0x000055603d2e1e95 <+549>: mov %rbx,0x28(%r14)
0x000055603d2e1e99 <+553>: mov (%r12),%r15
0x000055603d2e1e9d <+557>: call 0x55603d33a010 <rb_current_ec_noinline>
0x000055603d2e1ea2 <+562>: cmp %rax,%r15
=> 0x000055603d2e1ea5 <+565>: jne 0x55603d2e1f3a <thread_sched_wait_running_turn+714>
........
# assertion failure code path.
0x000055603d2e1f3a <+714>: lea 0x542c0c(%rip),%rdi # 0x55603d824b4d
0x000055603d2e1f41 <+721>: lea 0x542c12(%rip),%rdx # 0x55603d824b5a
0x000055603d2e1f48 <+728>: lea 0x542c28(%rip),%rcx # 0x55603d824b77
0x000055603d2e1f4f <+735>: mov $0x7a5,%esi
0x000055603d2e1f54 <+740>: call 0x55603d08d698 <rb_assert_failure>
if we look at the register values from 0x000055603d2e1ea2
:
(rr) print/x $rax
$2 = 0x55603e159ad0
(rr) print/x $r15
$3 = 0x0
So the value from %rax
which came from ruby_current_ec_noinline
is correctly the value of ruby_current_ec
for this thread, and %r15
contains a stale value from a previous thread.
Now, what can we do about this, is a different question :/ There's a really good stackoverflow answer about it here: https://stackoverflow.com/questions/75592038/how-to-disable-clang-expression-elimination-for-thread-local-variable, but to summarise
- longstanding GCC and Clang bugs for this exist and have been marked as WONTFIX (https://gcc.gnu.org/bugzilla/show_bug.cgi?id=26461, https://github.com/llvm/llvm-project/issues/19551)
- It's even worse than this EC problem - things like
errno
also might be incorrectly persisted across coroutine switches (so e.g. an inlined C library function could in theory seterrno
in another thread, for example) - C++ actually has coroutines now, so this must work for those.
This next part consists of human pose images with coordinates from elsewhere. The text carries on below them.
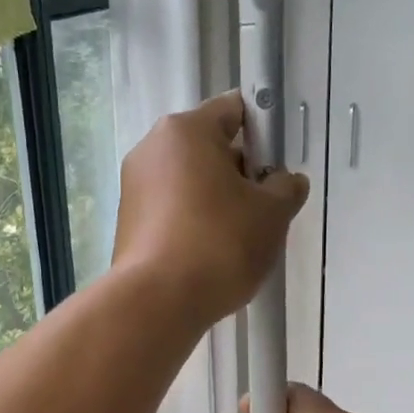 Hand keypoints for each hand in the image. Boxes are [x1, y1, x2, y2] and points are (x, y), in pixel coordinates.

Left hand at [113, 90, 308, 326]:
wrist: (157, 302)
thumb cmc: (220, 243)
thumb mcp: (272, 214)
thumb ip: (286, 188)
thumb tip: (286, 181)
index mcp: (185, 131)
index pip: (233, 110)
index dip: (263, 132)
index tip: (278, 165)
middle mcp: (152, 149)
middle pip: (208, 147)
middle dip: (239, 171)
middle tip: (265, 206)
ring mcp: (134, 186)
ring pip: (188, 181)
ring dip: (216, 198)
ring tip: (240, 235)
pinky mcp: (127, 222)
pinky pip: (170, 209)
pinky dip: (192, 220)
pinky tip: (210, 252) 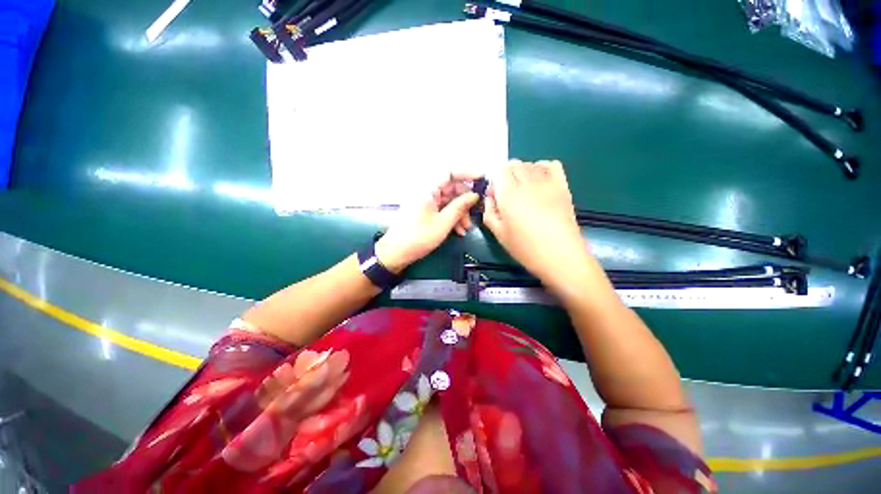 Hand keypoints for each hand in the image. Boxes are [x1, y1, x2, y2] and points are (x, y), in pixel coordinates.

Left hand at [375, 173, 480, 272]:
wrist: (396, 252)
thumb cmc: (419, 237)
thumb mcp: (443, 223)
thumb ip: (460, 207)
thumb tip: (474, 195)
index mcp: (427, 188)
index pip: (449, 172)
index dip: (467, 173)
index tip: (482, 178)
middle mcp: (426, 191)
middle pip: (451, 188)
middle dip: (464, 202)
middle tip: (473, 216)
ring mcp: (425, 201)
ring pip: (449, 201)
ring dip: (459, 213)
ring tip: (466, 229)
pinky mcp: (425, 211)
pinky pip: (442, 209)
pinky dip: (451, 217)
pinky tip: (458, 231)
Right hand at [482, 160, 590, 286]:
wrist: (560, 255)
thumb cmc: (525, 248)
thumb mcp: (498, 233)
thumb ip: (489, 211)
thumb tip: (490, 197)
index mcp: (508, 194)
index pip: (499, 171)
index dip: (495, 182)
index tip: (496, 197)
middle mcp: (527, 182)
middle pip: (514, 164)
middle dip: (507, 176)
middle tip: (508, 196)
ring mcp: (547, 182)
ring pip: (530, 164)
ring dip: (522, 173)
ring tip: (523, 191)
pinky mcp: (562, 186)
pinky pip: (551, 165)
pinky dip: (542, 168)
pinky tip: (539, 181) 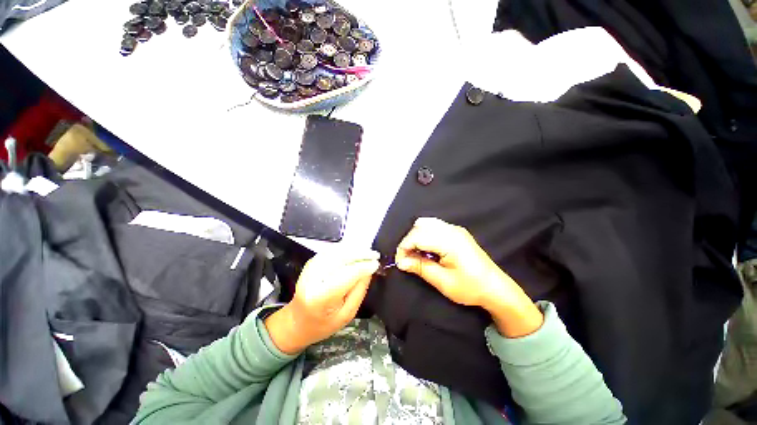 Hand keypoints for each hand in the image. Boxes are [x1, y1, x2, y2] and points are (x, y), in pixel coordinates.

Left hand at [265, 249, 378, 353]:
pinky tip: (355, 252)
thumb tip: (368, 270)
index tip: (376, 264)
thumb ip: (359, 291)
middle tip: (375, 255)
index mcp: (321, 296)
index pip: (347, 274)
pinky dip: (345, 249)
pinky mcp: (311, 262)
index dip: (364, 266)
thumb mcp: (347, 314)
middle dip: (361, 253)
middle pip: (341, 257)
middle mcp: (313, 278)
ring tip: (367, 253)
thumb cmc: (323, 324)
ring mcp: (310, 268)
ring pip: (336, 251)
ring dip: (354, 249)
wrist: (297, 321)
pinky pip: (332, 251)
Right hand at [395, 217, 542, 337]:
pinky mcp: (457, 232)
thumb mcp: (443, 281)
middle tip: (407, 260)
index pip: (417, 236)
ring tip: (416, 254)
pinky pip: (434, 226)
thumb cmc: (470, 287)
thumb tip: (400, 262)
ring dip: (416, 237)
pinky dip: (425, 234)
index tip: (399, 262)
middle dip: (408, 242)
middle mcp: (452, 230)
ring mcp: (455, 229)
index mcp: (449, 241)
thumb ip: (420, 267)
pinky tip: (426, 248)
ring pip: (426, 224)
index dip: (404, 247)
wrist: (496, 288)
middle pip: (420, 227) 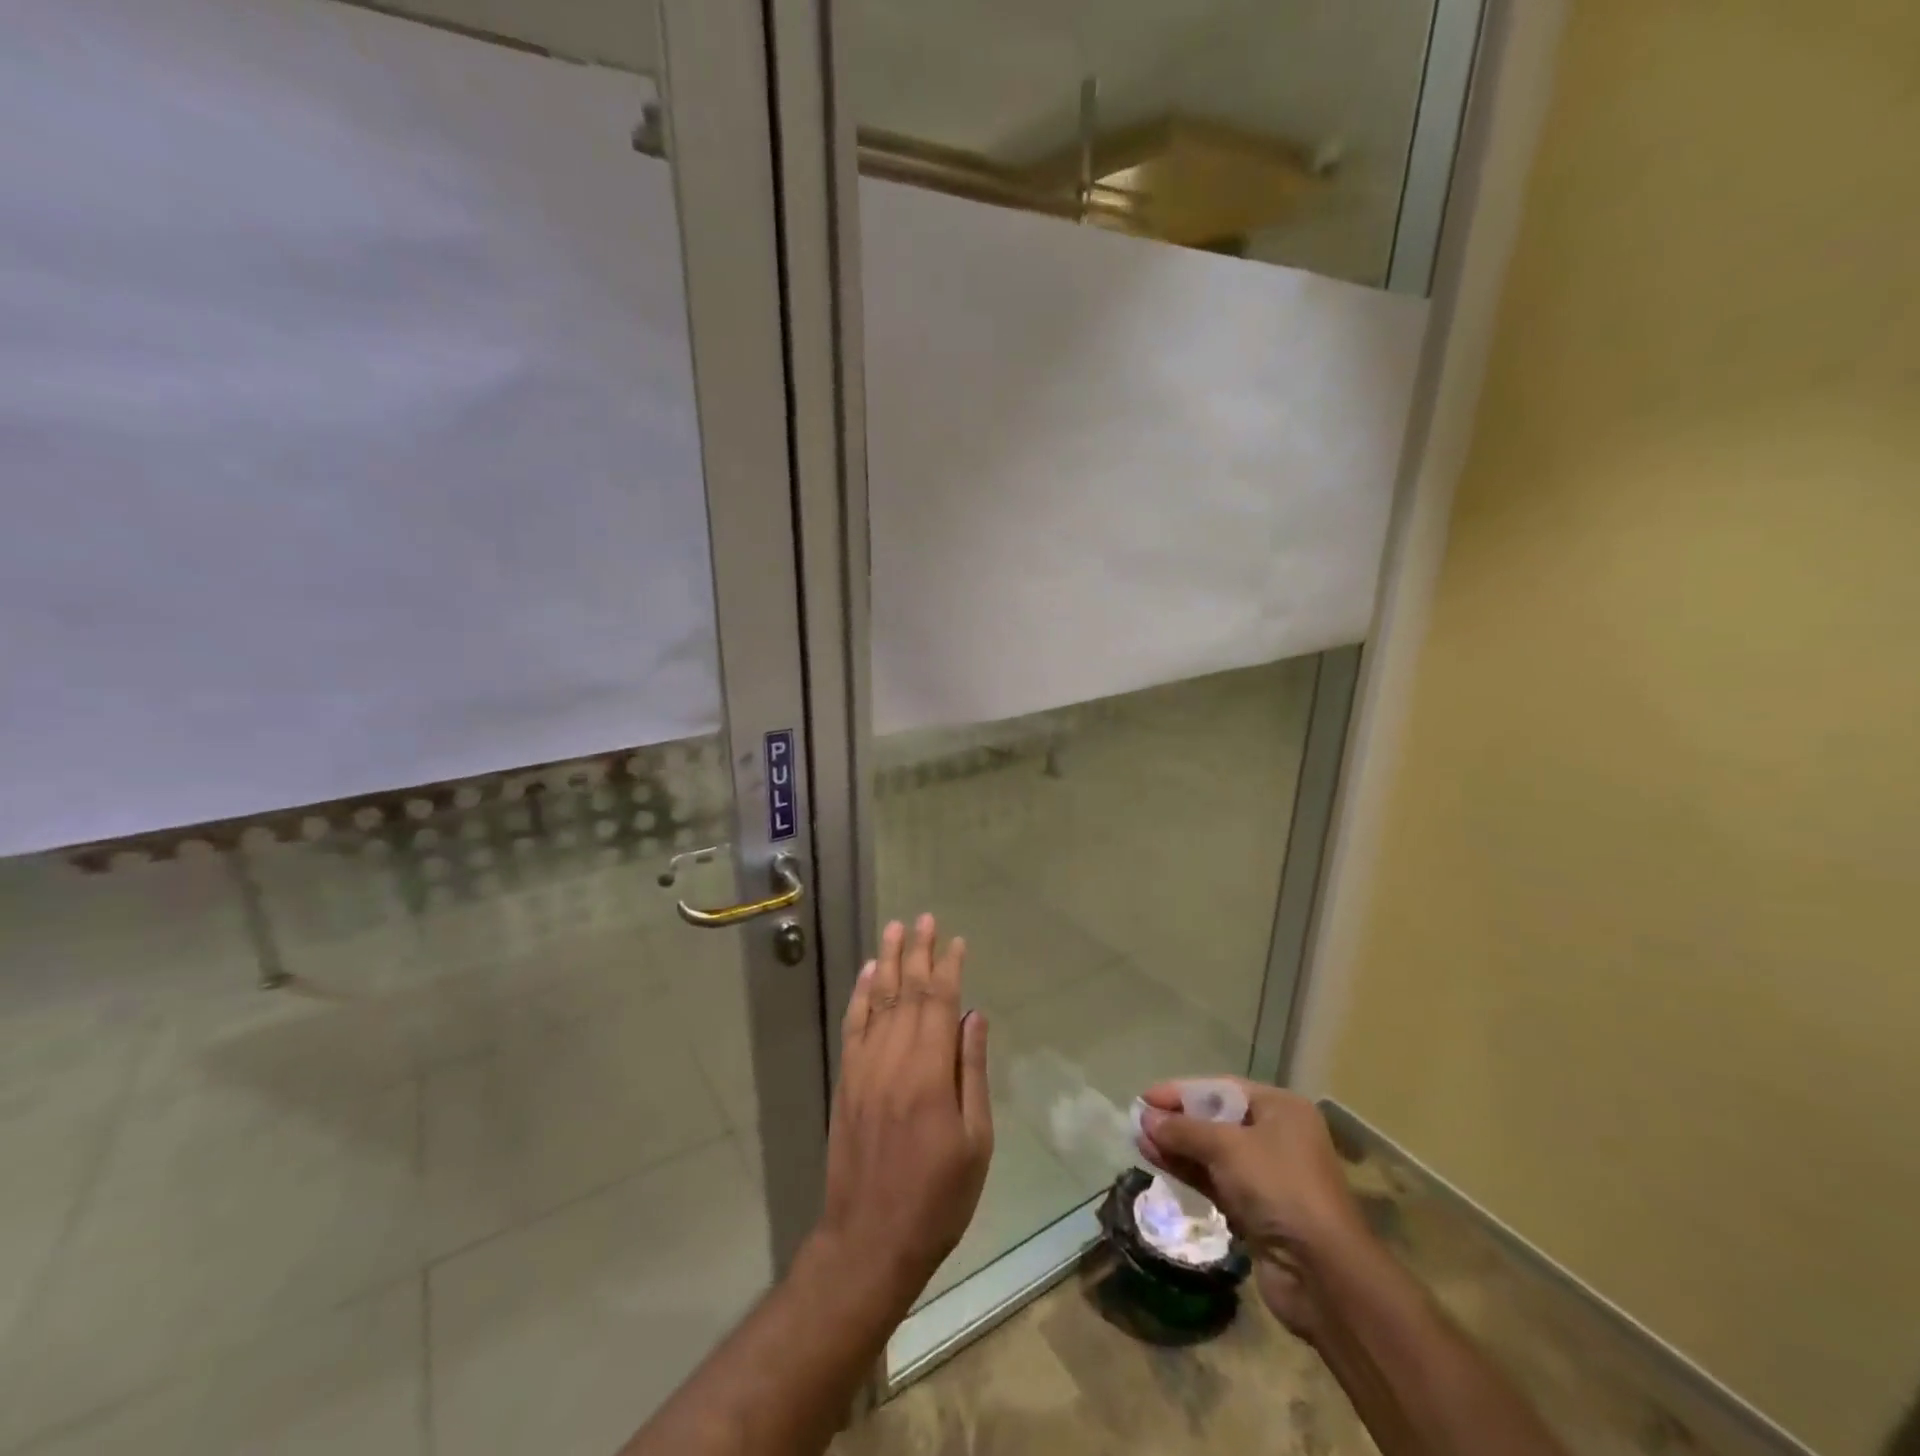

Clang at least has fixed some TLS problems in their C++ coroutine implementation (https://github.com/llvm/llvm-project/issues/47179)
Other than reimplementing all of our coroutine stuff on top of C++ coroutines, I'm not sure what else we can do. AFAICT there's no way to tell the compiler that we clobbered the %fs
register because that's just not a thing in its model (https://gcc.gnu.org/bugzilla/show_bug.cgi?id=66631, but i assume clang is similar).
Thoughts? For now I think my workaround is to disable M:N at build time when building with ASAN (or turn optimizations down). At least this isn't a problem with Fiber
because we never move them across threads (probably for this reason in part).